How to get started with Db2 for z/OS and Apache Spark on a distributed platform

The need of organized, automated and user friendly data wrangling and data visualization has had an exponential growth in the data community, if you allow me to say that anyone working with data and the need to show or the need to manage and protect it is already part of the “data community”, which in turns recruits most people in the industry of Mainframe to be the first ever data community. However, there is a very important and popular movement expanding on its neighbor, the distributed community, where their needs of data processing is now comparable to that of our Mainframe systems, and therefore creating a most pressing need: The need to share information between systems with ease, and that’s how Apache Spark has become increasingly popular these last few years.

At any given time, you can call the Data Warehouse department and chances are their most shown reports contain the same information that is being stored inside Mainframe systems (making no distinction between z/OS or Linux for z as the source of the information). And looking at the daily production z/OS jobs, there is an increasing amount of transmissions in and out of the Mainframe, defending its position as the main source of information no matter what kind of user will look at the data. And you can bet the same situation is happening with many other departments, where the combined need to work with data for any final goal is what data science is about. IBM has identified this need some time ago, and they’re working on the Apache Spark initiative to use it as the means of data extraction and data manipulation, in the same way people working with Apache on the distributed platform would have done, and at the same time attracting data scientists from the distributed zone to the z/OS zone.

However, there is an important factor of failure in this initiative and this is what I’m addressing. The nature of the z/OS side is most likely restricted to changes, new installations and z/OS people are having a difficult time getting their hands on this Spark technology just to prove its worth and value to the business (unless they already have their z/OS information in a data lake, where you have other options and the cultural shift for “opened-ness” has already occurred). Therefore the purpose of this article is to provide a couple of ways you can work with Spark and Db2 for z/OS while having your Apache Spark installation (standalone or cluster) working outside of z/OS and at the same time enabling a feature of Db2 for z/OS most people are not aware of.

Requirements list

If you decide to follow along with this article, this is the requirements list to get started:

On the developer side:

  • An Apache Spark installation. This includes any platform.
  • A Python Data Science environment. Spark provides support for other languages such as Java or Scala, but for this task I will use Python 2.7 as it is easy to learn and easy to understand even if you haven’t learned Python already. As the point mentions Data Science environment, you can obtain Anaconda Python or Enthought Canopy.
  • The JDBC jars to connect to Db2 for z/OS.

On the z/OS side:

  • An application user with access to RACF resource <SSID>.DIST from class DSNR. (Remember, this is a remote Db2 application, and therefore we need the usual RACF profiles).
  • A table to extract information from, with SELECT privileges for the application user.
  • Nothing else.

(And I remind you again, from a Db2 DBA perspective, a distributed Spark application that reads from Db2 on z/OS is no different from any other Db2 online application).
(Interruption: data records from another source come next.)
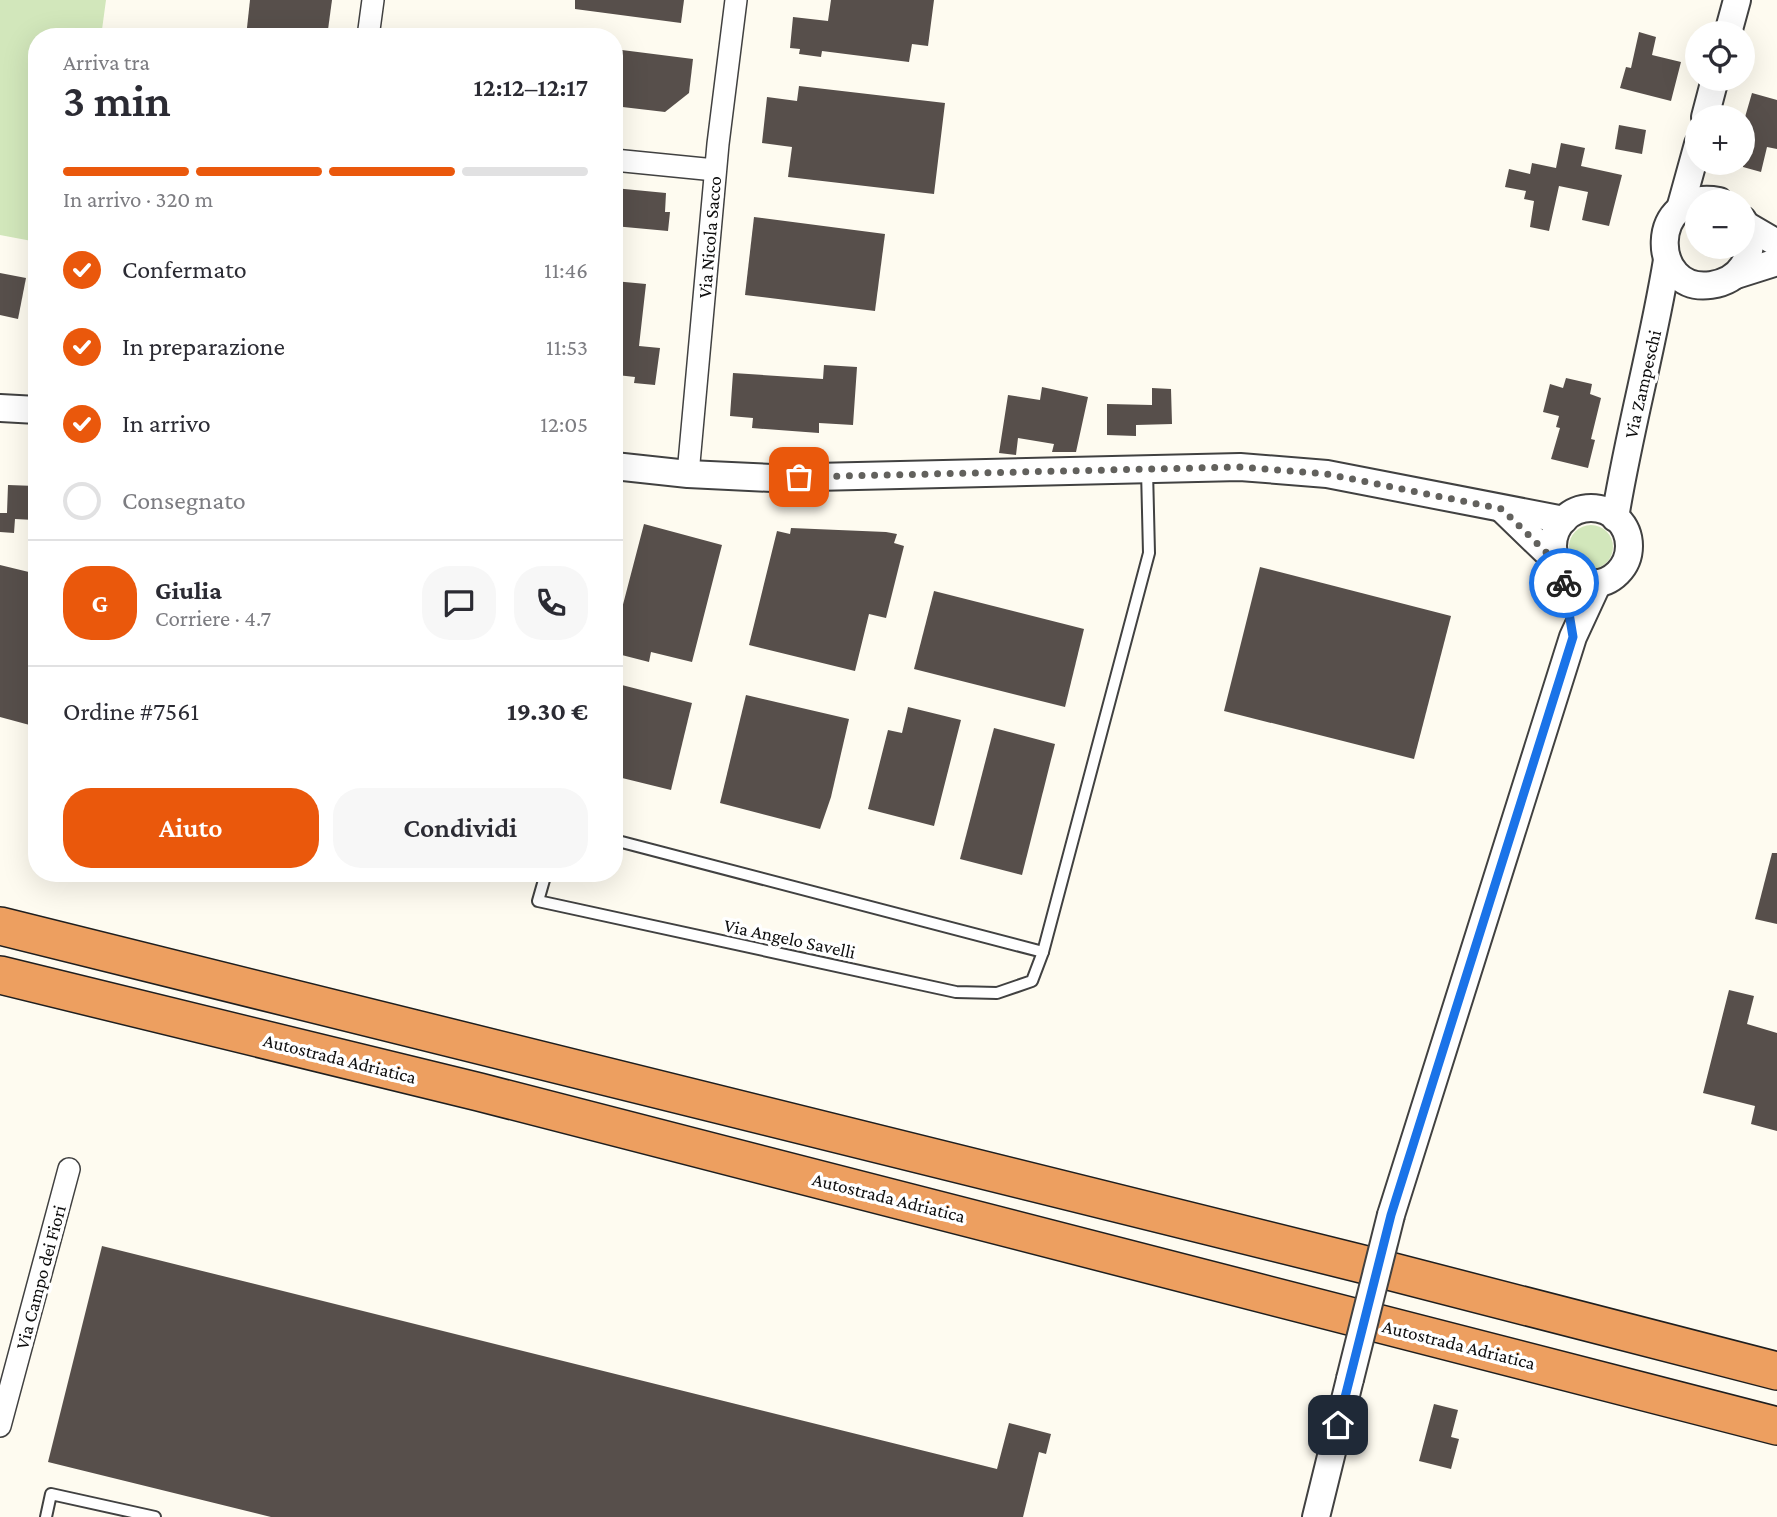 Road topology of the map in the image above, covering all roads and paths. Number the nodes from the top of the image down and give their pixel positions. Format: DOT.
graph roads {
  1 [pos="373,0"];
  2 [pos="736,0"];
  3 [pos="1737,0"];
  4 [pos="1731,21"];
  5 [pos="369,28"];
  6 [pos="623,161"];
  7 [pos="715,170"];
  8 [pos="1689,175"];
  9 [pos="1693,175"];
  10 [pos="1705,189"];
  11 [pos="1685,206"];
  12 [pos="1680,209"];
  13 [pos="1755,229"];
  14 [pos="1777,243"];
  15 [pos="1745,259"];
  16 [pos="1667,260"];
  17 [pos="1777,262"];
  18 [pos="1736,275"];
  19 [pos="1695,284"];
  20 [pos="1660,304"];
  21 [pos="0,408"];
  22 [pos="28,410"];
  23 [pos="1623,464"];
  24 [pos="623,467"];
  25 [pos="1147,470"];
  26 [pos="688,474"];
  27 [pos="1502,509"];
  28 [pos="1588,509"];
  29 [pos="1615,518"];
  30 [pos="1564,520"];
  31 [pos="1559,566"];
  32 [pos="1598,583"];
  33 [pos="1573,637"];
  34 [pos="623,842"];
  35 [pos="543,882"];
  36 [pos="0,926"];
  37 [pos="1043,952"];
  38 [pos="0,975"];
  39 [pos="69,1169"];
  40 [pos="1777,1371"];
  41 [pos="0,1424"];
  42 [pos="1777,1426"];
  43 [pos="46,1517"];
  44 [pos="155,1517"];
  45 [pos="1316,1517"];
  1 -- 5 [label="street"];
  2 -- 7 [label="street, Via Nicola Sacco"];
  3 -- 4 [label="street"];
  6 -- 7 [label="street"];
  7 -- 26 [label="street, Via Nicola Sacco"];
  8 -- 12 [label="street"];
  9 -- 10 [label="street"];
  11 -- 12 [label="street"];
  12 -- 16 [label="street, Via Zampeschi"];
  13 -- 14 [label="street"];
  15 -- 18 [label="street"];
  16 -- 19 [label="street"];
  16 -- 20 [label="street, Via Zampeschi"];
  17 -- 18 [label="street"];
  18 -- 19 [label="street"];
  19 -- 20 [label="street, Via Zampeschi"];
  20 -- 23 [label="street, Via Zampeschi"];
  21 -- 22 [label="street"];
  23 -- 28 [label="street, Via Zampeschi"];
  23 -- 29 [label="street, Via Zampeschi"];
  24 -- 26 [label="street"];
  25 -- 26 [label="street"];
  25 -- 27 [label="street"];
  25 -- 37 [label="lane, Via Angelo Savelli"];
  27 -- 30 [label="street"];
  27 -- 31 [label="street"];
  28 -- 29 [label="street"];
  28 -- 30 [label="street"];
  29 -- 32 [label="street"];
  30 -- 31 [label="street"];
  31 -- 32 [label="street"];
  31 -- 33 [label="street"];
  32 -- 33 [label="street"];
  33 -- 45 [label="street, bridge"];
  34 -- 37 [label="lane"];
  35 -- 37 [label="lane, Via Angelo Savelli"];
  36 -- 40 [label="highway"];
  38 -- 42 [label="highway, Autostrada Adriatica"];
  39 -- 41 [label="street, Via Campo dei Fiori"];
  43 -- 44 [label="lane"];
}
It is very important to note the advantages you can obtain when working with your own Spark/Python environment (usually referred to as pyspark environment) outside of z/OS. At the time of this writing, the Spark version available on the z/OS side supports Scala and very recently it included Python, however, you, as the developer or data scientist will face incompatibilities and it is most likely that you will be working with a mix of libraries that are not available on the z/OS side, such as Python Pandas, which provides a lot of flexibility for handling data, and visualization libraries such as Seaborn, Plotly or Bokeh, from which it can be concluded that in some point, even if you’re working with Spark inside z/OS, the data scientist (congratulations, you are a data scientist) will eventually face the need to move the results outside of z/OS just to have access to other data science libraries not available on z/OS, and therefore, you’ll be able to adapt your work and include it as an add-on for any other application and virtually work on any kind of business needs because of the flexibility of Python or the programming language of your choice.

Accessing information from Db2 for z/OS

Of course, there are many options when it comes to accessing Db2 for z/OS like using ODBC access with IBM Db2 Connect or unloading the information from within z/OS using a DSNTIAUL, DSNTEP2 or UNLOAD JCL, or even Db2 query support over FTP, which will be used later in this article to demonstrate how Spark can read from that kind of output.

One very important point to consider is the difference between a standard Db2 application and a data science application, in which the latter is designed to extract and perform calculations with the objective of presenting a report or a chart that contains meaningful information about the system or application, and it is by no means a way to create an OLTP application.

Apache Spark JDBC support

Apache Spark provides a way to interact with databases using JDBC access and create a Spark DataFrame to work with, which you can then join or merge with information from other sources or transform it into a Pandas DataFrame and then continue working with your newly accessed data. The flow is simple:

  • Access the DBMS server of your choice, which in this case is Db2 for z/OS.
  • Extract the information contained in <schema>.<table>.
  • Return the information in a Spark DataFrame.

Before getting into the code, you might have already observed its pros and cons:

  • It can retrieve information in a single code statement.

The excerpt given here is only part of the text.